Problem details: I need every line from the start of the material below up to and including the line containing "Build a routing", restated exactly, with the pictures omitted.

____

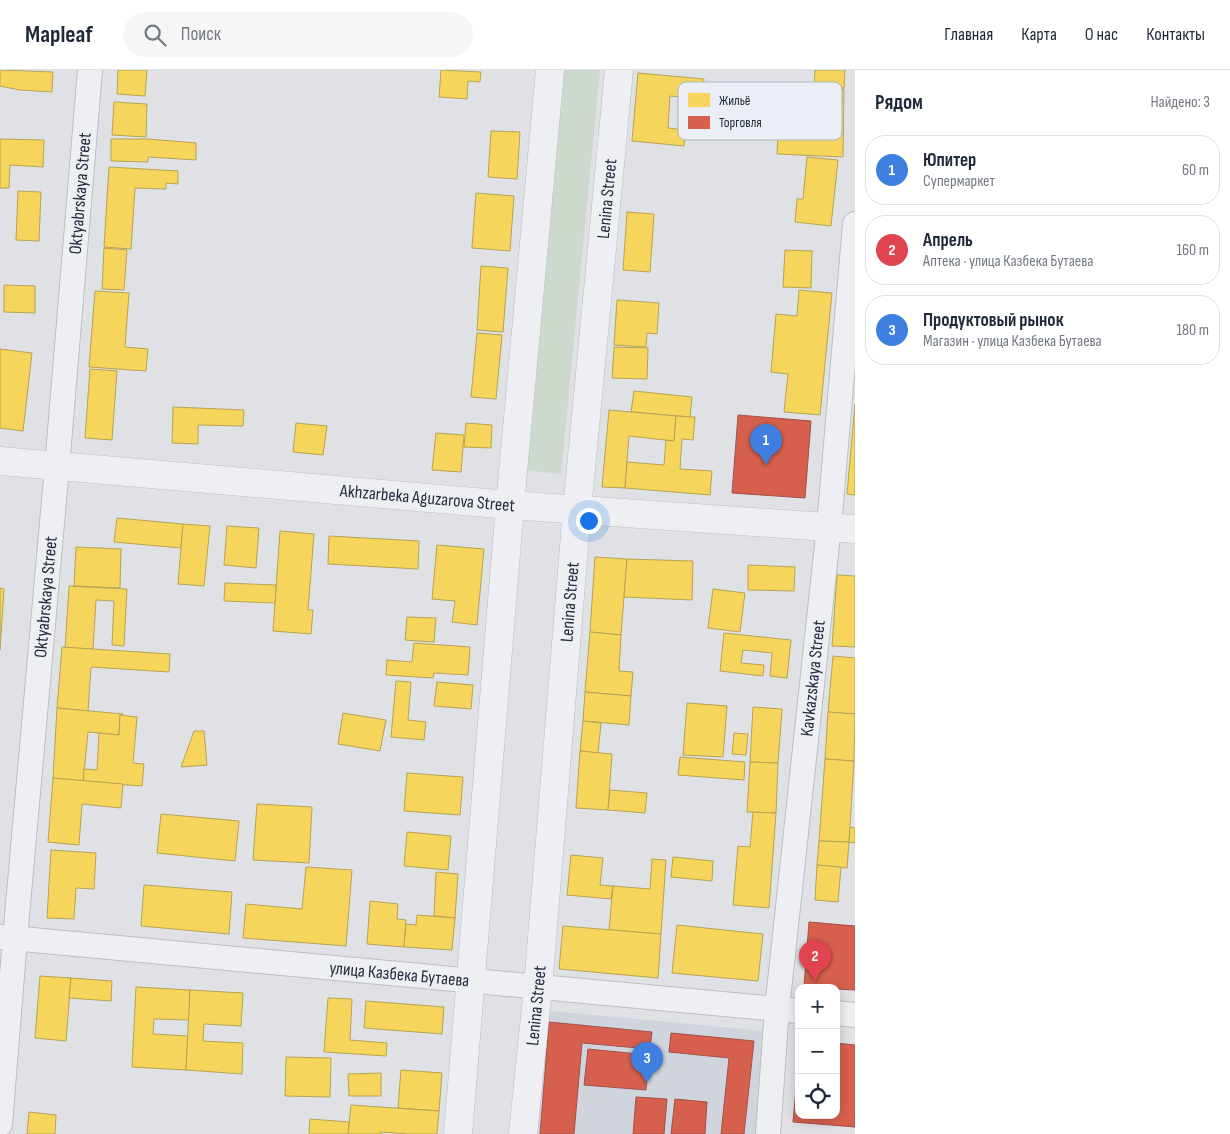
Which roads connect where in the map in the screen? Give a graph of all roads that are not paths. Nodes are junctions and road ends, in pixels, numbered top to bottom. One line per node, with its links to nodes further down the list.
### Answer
1 (90, 70): 6 (street, Oktyabrskaya Street)
2 (550, 70): 7 (street)
3 (619, 70): 8 (street, Lenina Street)
4 (855, 224): 9 (street, Kavkazskaya Street)
5 (0, 462): 6 (street, Akhzarbeka Aguzarova Street)
6 (57, 467): 7 (street, Akhzarbeka Aguzarova Street); 10 (street, Oktyabrskaya Street)
7 (510, 505): 8 (street, Akhzarbeka Aguzarova Street); 11 (street)
8 (577, 510): 9 (street, Akhzarbeka Aguzarova Street); 12 (street, Lenina Street)
9 (842, 528): 13 (street, Kavkazskaya Street)
10 (8, 937): 11 (street, улица Казбека Бутаева); 16 (street, Oktyabrskaya Street)
11 (472, 980): 12 (street, улица Казбека Бутаева); 17 (street)
12 (538, 987): 13 (street, улица Казбека Бутаева); 18 (street, Lenina Street)
13 (788, 1010): 19 (street, Kavkazskaya Street)
14 (840, 1013): 15 (street)
15 (855, 1015)
16 (0, 1124)
17 (458, 1134)
18 (523, 1134)
19 (768, 1134)

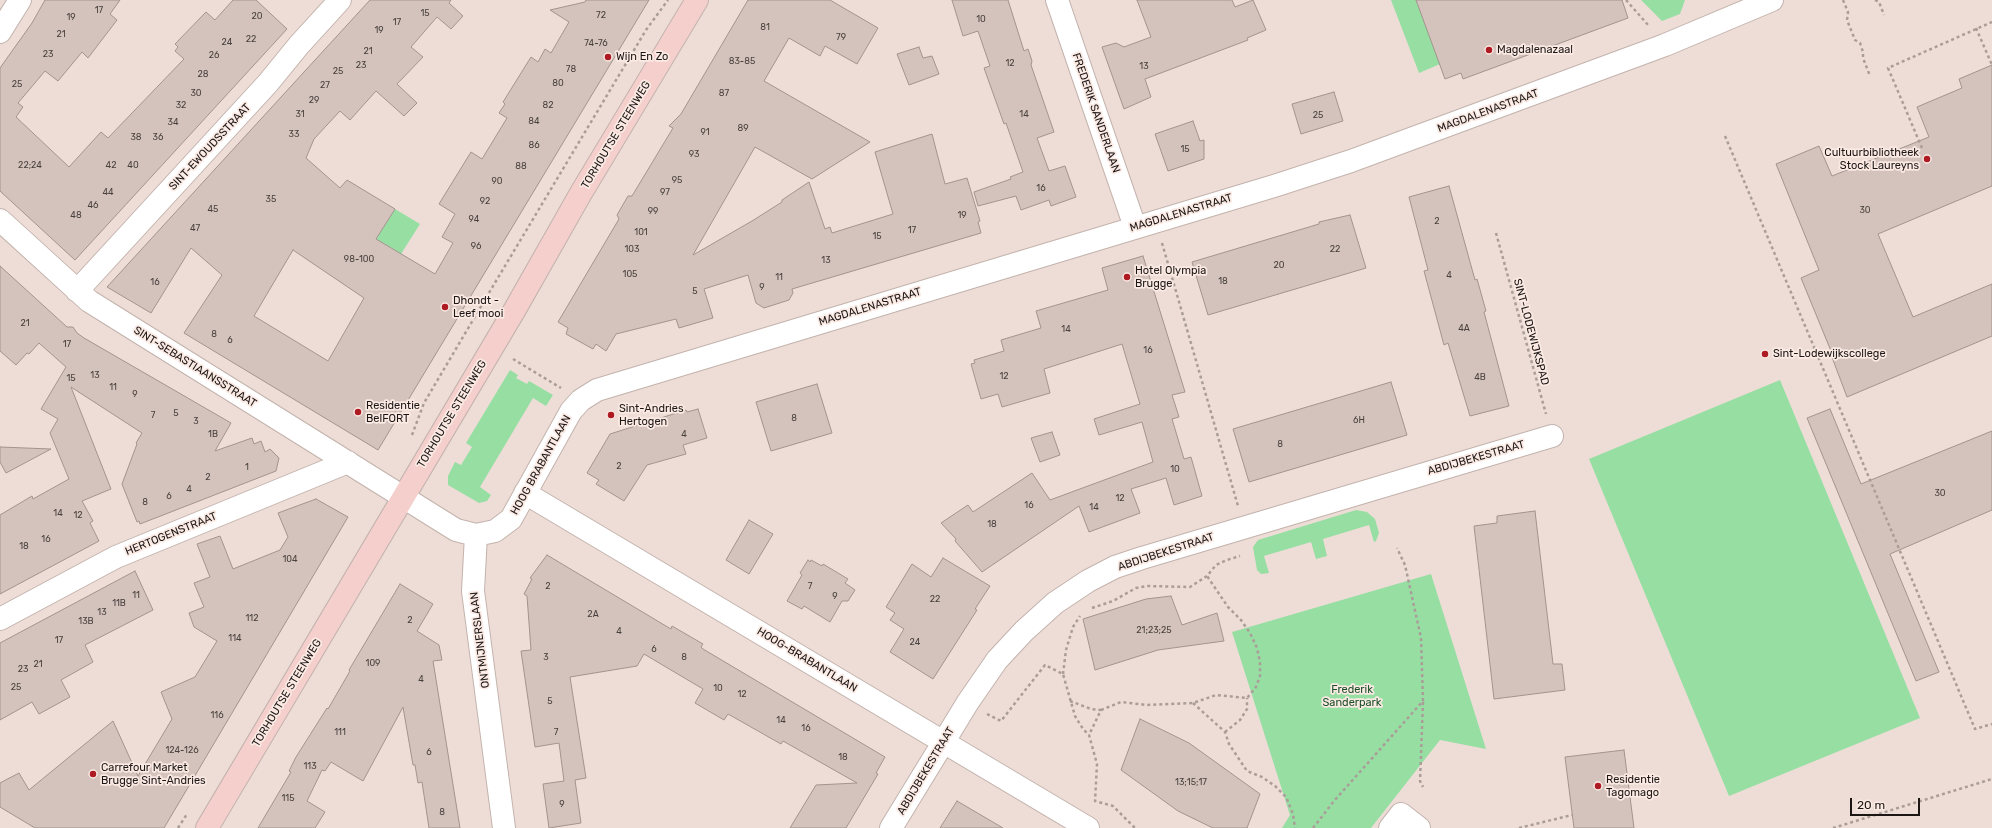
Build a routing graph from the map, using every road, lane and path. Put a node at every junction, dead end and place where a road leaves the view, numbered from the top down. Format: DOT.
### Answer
graph roads {
  1 [pos="20,0"];
  2 [pos="340,0"];
  3 [pos="668,0"];
  4 [pos="697,0"];
  5 [pos="1057,0"];
  6 [pos="1626,0"];
  7 [pos="1772,0"];
  8 [pos="1843,0"];
  9 [pos="1875,0"];
  10 [pos="1884,16"];
  11 [pos="1992,22"];
  12 [pos="1976,28"];
  13 [pos="0,32"];
  14 [pos="1665,45"];
  15 [pos="1992,65"];
  16 [pos="1870,76"];
  17 [pos="1725,136"];
  18 [pos="1922,148"];
  19 [pos="0,220"];
  20 [pos="1145,224"];
  21 [pos="1496,233"];
  22 [pos="77,291"];
  23 [pos="509,356"];
  24 [pos="581,400"];
  25 [pos="1552,436"];
  26 [pos="410,440"];
  27 [pos="348,462"];
  28 [pos="525,493"];
  29 [pos="402,496"];
  30 [pos="1244,527"];
  31 [pos="476,535"];
  32 [pos="1396,548"];
  33 [pos="1240,556"];
  34 [pos="1207,576"];
  35 [pos="1089,609"];
  36 [pos="1084,613"];
  37 [pos="0,619"];
  38 [pos="1063,674"];
  39 [pos="1247,698"];
  40 [pos="1070,701"];
  41 [pos="1423,701"];
  42 [pos="968,702"];
  43 [pos="1193,704"];
  44 [pos="1100,710"];
  45 [pos="1992,724"];
  46 [pos="1225,732"];
  47 [pos="1089,735"];
  48 [pos="944,742"];
  49 [pos="1992,779"];
  50 [pos="1423,787"];
  51 [pos="1572,815"];
  52 [pos="207,828"];
  53 [pos="504,828"];
  54 [pos="891,828"];
  55 [pos="1088,828"];
  56 [pos="1136,828"];
  57 [pos="1295,828"];
  58 [pos="1313,828"];
  59 [pos="1390,828"];
  60 [pos="1419,828"];
  61 [pos="1519,828"];
  62 [pos="1833,828"];
  1 -- 13 [label="street"];
  2 -- 22 [label="street, SINT-EWOUDSSTRAAT"];
  3 -- 26 [label="path"];
  4 -- 29 [label="main road, TORHOUTSE STEENWEG"];
  5 -- 20 [label="street, FREDERIK SANDERLAAN"];
  6 -- 14 [label="path"];
  7 -- 14 [label="street, MAGDALENASTRAAT"];
  8 -- 16 [label="path"];
  9 -- 10 [label="path"];
  11 -- 12 [label="path"];
  12 -- 15 [label="path"];
  12 -- 18 [label="path"];
  14 -- 20 [label="street, MAGDALENASTRAAT"];
  17 -- 45 [label="path"];
  19 -- 22 [label="street, SINT-SEBASTIAANSSTRAAT"];
  20 -- 24 [label="street, MAGDALENASTRAAT"];
  20 -- 30 [label="path"];
  21 -- 25 [label="path, SINT-LODEWIJKSPAD"];
  22 -- 27 [label="street, SINT-SEBASTIAANSSTRAAT"];
  23 -- 24 [label="path"];
  24 -- 28 [label="street, HOOG BRABANTLAAN"];
  25 -- 30 [label="street, ABDIJBEKESTRAAT"];
  27 -- 29 [label="street, SINT-SEBASTIAANSSTRAAT"];
  27 -- 37 [label="street, HERTOGENSTRAAT"];
  28 -- 31 [label="street, HOOG BRABANTLAAN"];
  28 -- 48 [label="street, HOOG-BRABANTLAAN"];
  29 -- 31 [label="street"];
  29 -- 52 [label="main road, TORHOUTSE STEENWEG"];
  30 -- 42 [label="street, ABDIJBEKESTRAAT"];
  31 -- 53 [label="street, ONTMIJNERSLAAN"];
  32 -- 41 [label="path"];
  33 -- 34 [label="path"];
  34 -- 35 [label="path"];
  34 -- 39 [label="path"];
  36 -- 38 [label="path"];
  38 -- 40 [label="path"];
  38 -- 42 [label="path"];
  39 -- 43 [label="path"];
  39 -- 46 [label="path"];
  40 -- 44 [label="path"];
  40 -- 47 [label="path"];
  41 -- 50 [label="path"];
  41 -- 58 [label="path"];
  42 -- 48 [label="street, ABDIJBEKESTRAAT"];
  43 -- 44 [label="path"];
  43 -- 46 [label="path"];
  44 -- 47 [label="path"];
  46 -- 57 [label="path"];
  47 -- 56 [label="path"];
  48 -- 54 [label="street, ABDIJBEKESTRAAT"];
  48 -- 55 [label="street, HOOG-BRABANTLAAN"];
  49 -- 62 [label="path"];
  51 -- 61 [label="path"];
  59 -- 60 [label="street"];
}
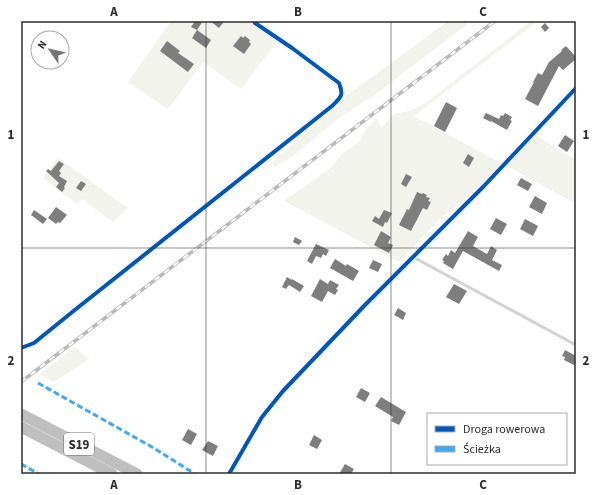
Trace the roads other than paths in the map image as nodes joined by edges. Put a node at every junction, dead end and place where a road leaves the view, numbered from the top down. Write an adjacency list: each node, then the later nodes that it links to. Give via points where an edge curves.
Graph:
1 (254, 21): 5 (street, via 339,83 341,98 34,343)
2 (576, 88): 3 (street)
3 (413, 257): 4 (lane); 10 (street, via 272,404)
4 (576, 345)
5 (21, 348)
6 (21, 414): 9 (highway, S19)
7 (21, 427): 8 (highway, S19)
8 (112, 474)
9 (137, 474)
10 (229, 474)

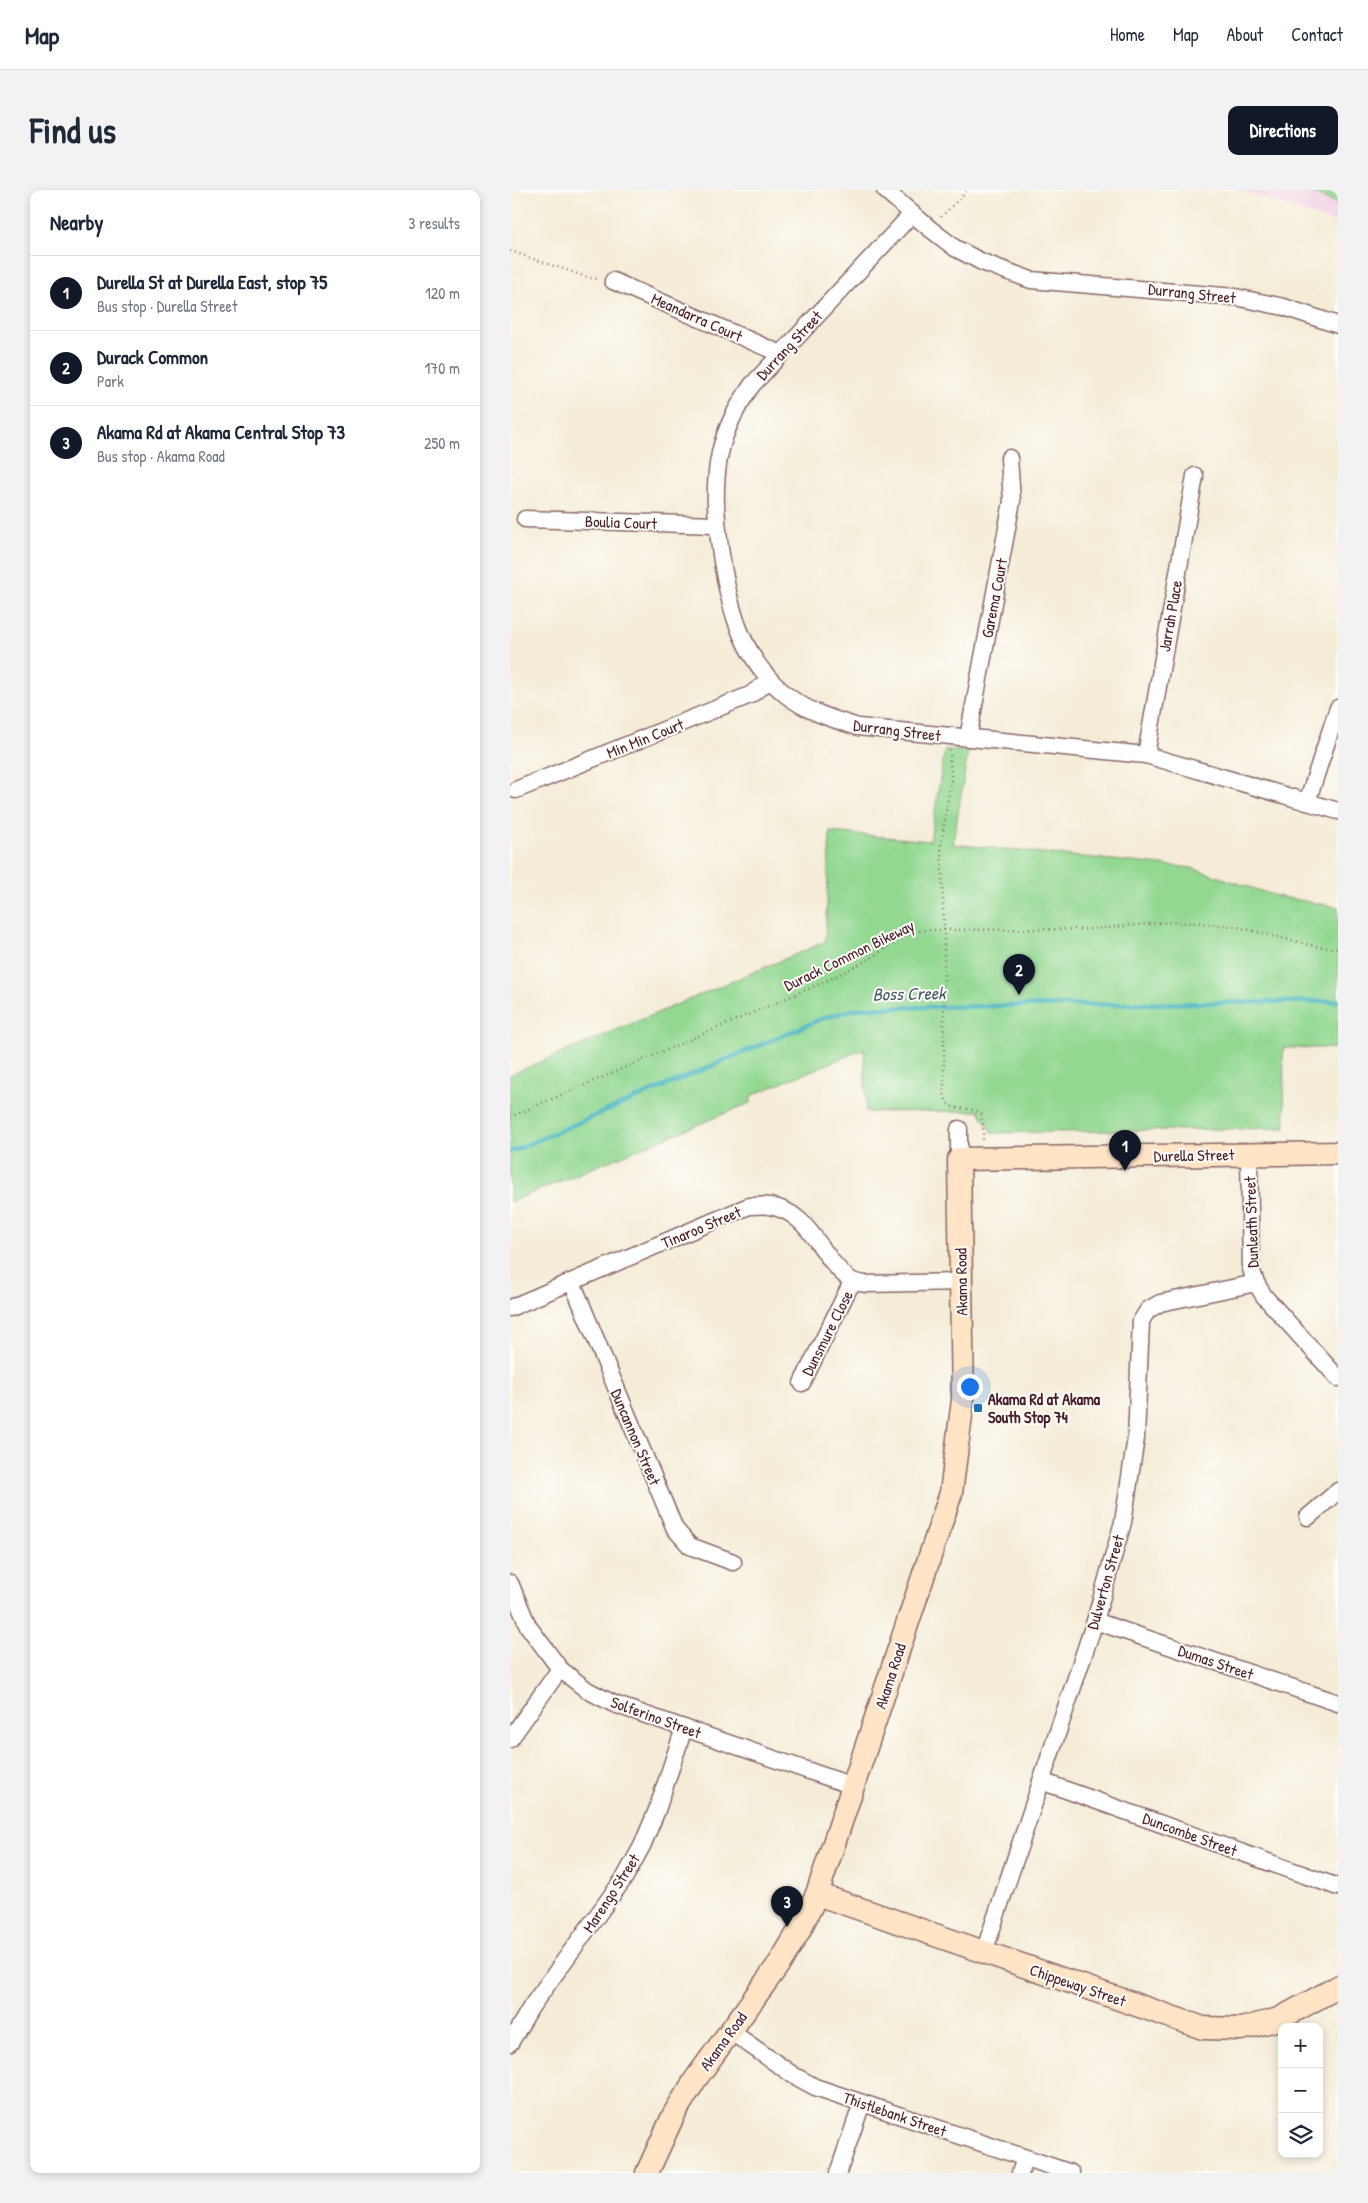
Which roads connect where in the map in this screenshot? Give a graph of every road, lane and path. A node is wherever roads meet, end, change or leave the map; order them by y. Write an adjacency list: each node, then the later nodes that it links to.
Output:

____

Answer to this task:
Which roads connect where in the map in the screen? Give a graph of all roads that are not paths. Nodes are junctions and road ends, in pixels, numbered top to bottom. One line per node, with its links to nodes further down the list.
### Answer
1 (90, 70): 6 (street, Oktyabrskaya Street)
2 (550, 70): 7 (street)
3 (619, 70): 8 (street, Lenina Street)
4 (855, 224): 9 (street, Kavkazskaya Street)
5 (0, 462): 6 (street, Akhzarbeka Aguzarova Street)
6 (57, 467): 7 (street, Akhzarbeka Aguzarova Street); 10 (street, Oktyabrskaya Street)
7 (510, 505): 8 (street, Akhzarbeka Aguzarova Street); 11 (street)
8 (577, 510): 9 (street, Akhzarbeka Aguzarova Street); 12 (street, Lenina Street)
9 (842, 528): 13 (street, Kavkazskaya Street)
10 (8, 937): 11 (street, улица Казбека Бутаева); 16 (street, Oktyabrskaya Street)
11 (472, 980): 12 (street, улица Казбека Бутаева); 17 (street)
12 (538, 987): 13 (street, улица Казбека Бутаева); 18 (street, Lenina Street)
13 (788, 1010): 19 (street, Kavkazskaya Street)
14 (840, 1013): 15 (street)
15 (855, 1015)
16 (0, 1124)
17 (458, 1134)
18 (523, 1134)
19 (768, 1134)

Build a routing graph from the map, using every road, lane and path. Put a node at every junction, dead end and place where a road leaves the view, numbered from the top down. Format: DOT.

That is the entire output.